Records from a data source:
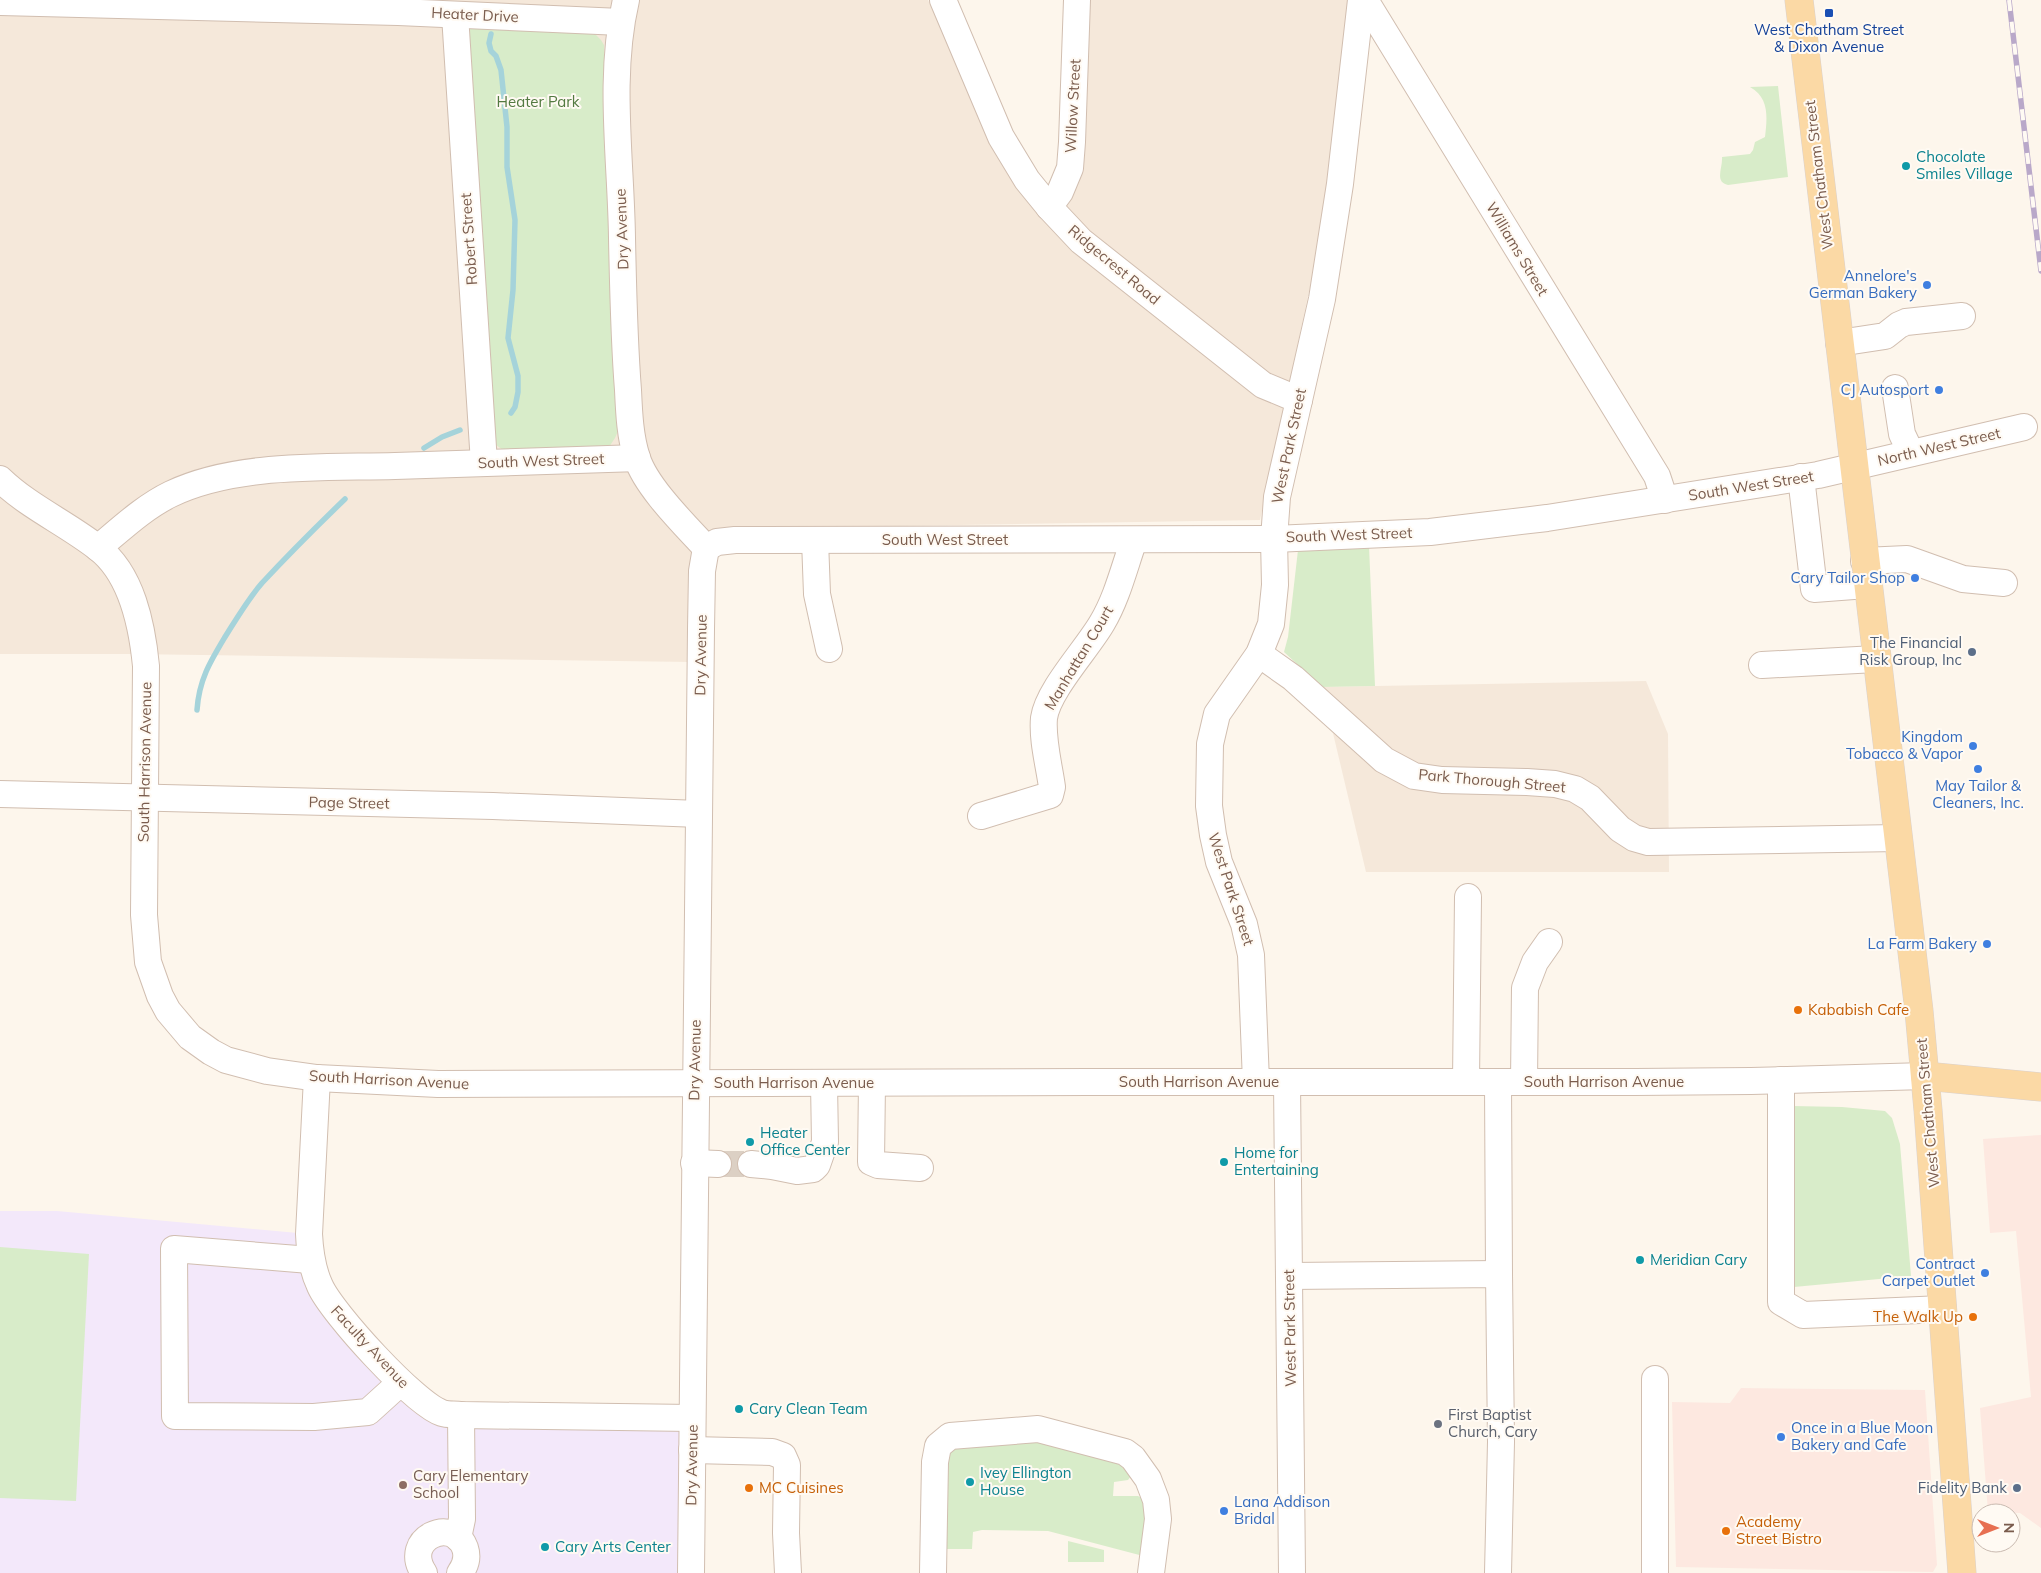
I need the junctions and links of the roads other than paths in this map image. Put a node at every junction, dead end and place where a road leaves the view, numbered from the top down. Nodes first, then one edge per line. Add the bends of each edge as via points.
1 (943, 0) edge
2 (1077, 0) edge
3 (1363, 0) edge
4 (1799, 0) edge
5 (0, 2) edge
6 (623, 11) edge
7 (455, 15) junction
8 (1049, 207) junction
9 (1962, 316) dead end
10 (1839, 343) junction
11 (1895, 388) dead end
12 (1299, 400) junction
13 (2024, 427) dead end
14 (1911, 454) junction
15 (637, 458) junction
16 (484, 463) junction
17 (1853, 467) junction
18 (1800, 477) junction
19 (0, 479) edge
20 (1665, 500) junction
21 (1274, 539) junction
22 (815, 540) junction
23 (1134, 540) junction
24 (98, 548) junction
25 (706, 548) junction
26 (1866, 573) junction
27 (2004, 582) dead end
28 (829, 649) dead end
29 (1259, 654) junction
30 (1876, 659) junction
31 (1762, 665) dead end
32 (0, 794) edge
33 (144, 798) junction
34 (699, 814) junction
35 (981, 816) dead end
36 (1898, 838) junction
37 (1468, 897) dead end
38 (1549, 942) dead end
39 (1925, 1076) junction
40 (317, 1078) junction
41 (1781, 1080) junction
42 (1256, 1082) junction
43 (1287, 1082) junction
44 (1466, 1082) junction
45 (1498, 1082) junction
46 (1524, 1082) junction
47 (872, 1083) junction
48 (695, 1084) junction
49 (824, 1084) junction
50 (2041, 1086) edge
51 (751, 1164) tunnel mouth
52 (920, 1168) dead end
53 (310, 1260) junction
54 (1499, 1274) junction
55 (1289, 1276) junction
56 (1943, 1309) junction
57 (1656, 1379) dead end
58 (400, 1382) junction
59 (461, 1415) junction
60 (692, 1418) junction
61 (692, 1450) junction
62 (458, 1538) junction
63 (424, 1573) edge
64 (460, 1573) edge
65 (691, 1573) edge
66 (788, 1573) edge
67 (933, 1573) edge
68 (1151, 1573) edge
69 (1292, 1573) edge
70 (1498, 1573) edge
71 (1655, 1573) edge
72 (1962, 1573) edge

1 - 8 street, Ridgecrest Road via 1001,137 1027,180
2 - 8 street, Willow Street via 1070,168 1060,192
3 - 12 street, West Park Street via 1338,198 1322,298
3 - 20 street, Williams Street via 1657,476
4 - 10 main road, West Chatham Street
5 - 7 street, Heater Drive
6 - 7 street, Heater Drive
6 - 15 street, Dry Avenue via 618,52 618,107 624,320 630,420
7 - 16 street, Robert Street
8 - 12 street, Ridgecrest Road via 1081,241 1263,385
9 - 10 street via 1906,322 1885,336
10 - 17 main road, West Chatham Street
11 - 14 street via 1902,434
12 - 21 street, West Park Street via 1277,497
13 - 14 street, North West Street
14 - 17 street, North West Street
15 - 16 street, South West Street
15 - 25 street via 644,475
16 - 24 street, South West Street via 276,470 230,475 171,494 146,509
17 - 18 street, South West Street
17 - 26 main road, West Chatham Street
18 - 20 street, South West Street
18 - 26 street via 1814,589
19 - 24 street, South Harrison Avenue via 38,510
20 - 21 street, South West Street via 1460,529
21 - 23 street, South West Street
21 - 29 street, West Park Street via 1274,602
22 - 23 street, South West Street
22 - 25 street, South West Street via 726,541
22 - 28 street via 817,594
23 - 35 street, Manhattan Court via 1114,599 1102,623 1047,708 1044,729 1052,787 1050,795
24 - 33 street, South Harrison Avenue via 113,563 133,599 145,646
25 - 34 street, Dry Avenue via 702,571
26 - 27 street via 1907,559 1963,579
26 - 30 main road, West Chatham Street
29 - 36 street, Park Thorough Street via 1294,678 1384,760 1414,776 1442,780 1536,782 1575,789 1590,798 1620,829 1648,842
29 - 42 street, West Park Street via 1217,714 1208,763 1209,806 1216,850 1244,924 1251,955
30 - 31 street
30 - 36 main road, West Chatham Street
32 - 33 street, Page Street
33 - 34 street, Page Street
33 - 40 street, South Harrison Avenue via 146,938 152,973 168,1011 196,1043 226,1060 267,1071
34 - 48 street, Dry Avenue
36 - 39 main road, West Chatham Street
37 - 44 street
38 - 46 street via 1535,962 1525,988
39 - 41 street, South Harrison Avenue
39 - 50 main road, South Harrison Avenue
39 - 56 main road, West Chatham Street
40 - 48 street, South Harrison Avenue via 438,1084
40 - 53 street, Faculty Avenue
41 - 46 street, South Harrison Avenue
41 - 56 street via 1781,1302 1803,1315
42 - 43 street, South Harrison Avenue
42 - 47 street, South Harrison Avenue
43 - 44 street, South Harrison Avenue
43 - 55 street, West Park Street
44 - 45 street, South Harrison Avenue
45 - 46 street, South Harrison Avenue
45 - 54 street
47 - 49 street, South Harrison Avenue
47 - 52 street via 871,1162
48 - 49 street, South Harrison Avenue
48 - 60 street, Dry Avenue via 706,1164
49 - 51 street via 825,1142 817,1165 813,1169 797,1171
53 - 58 street, Faculty Avenue via 326,1299
53 - 58 street via 174,1249 175,1416 314,1417 368,1412
54 - 55 street
54 - 70 street via 1501,1442
55 - 69 street, West Park Street
56 - 72 main road, West Chatham Street
57 - 71 street
58 - 59 street, Faculty Avenue via 434,1409
59 - 60 street, Faculty Avenue
59 - 62 street via 462,1519
60 - 61 street, Dry Avenue
61 - 65 street, Dry Avenue
61 - 66 street via 772,1452 783,1456 787,1465
62 - 63 street via 444,1532 422,1542 418,1558
62 - 64 street via 466,1552
67 - 68 street via 938,1446 950,1436 1038,1429 1118,1449 1133,1458 1148,1479 1156,1500 1158,1520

• Goal of the exercise:
Say how many lines in the entries include the word "Faculty", with no text around the number.

• Response area:
4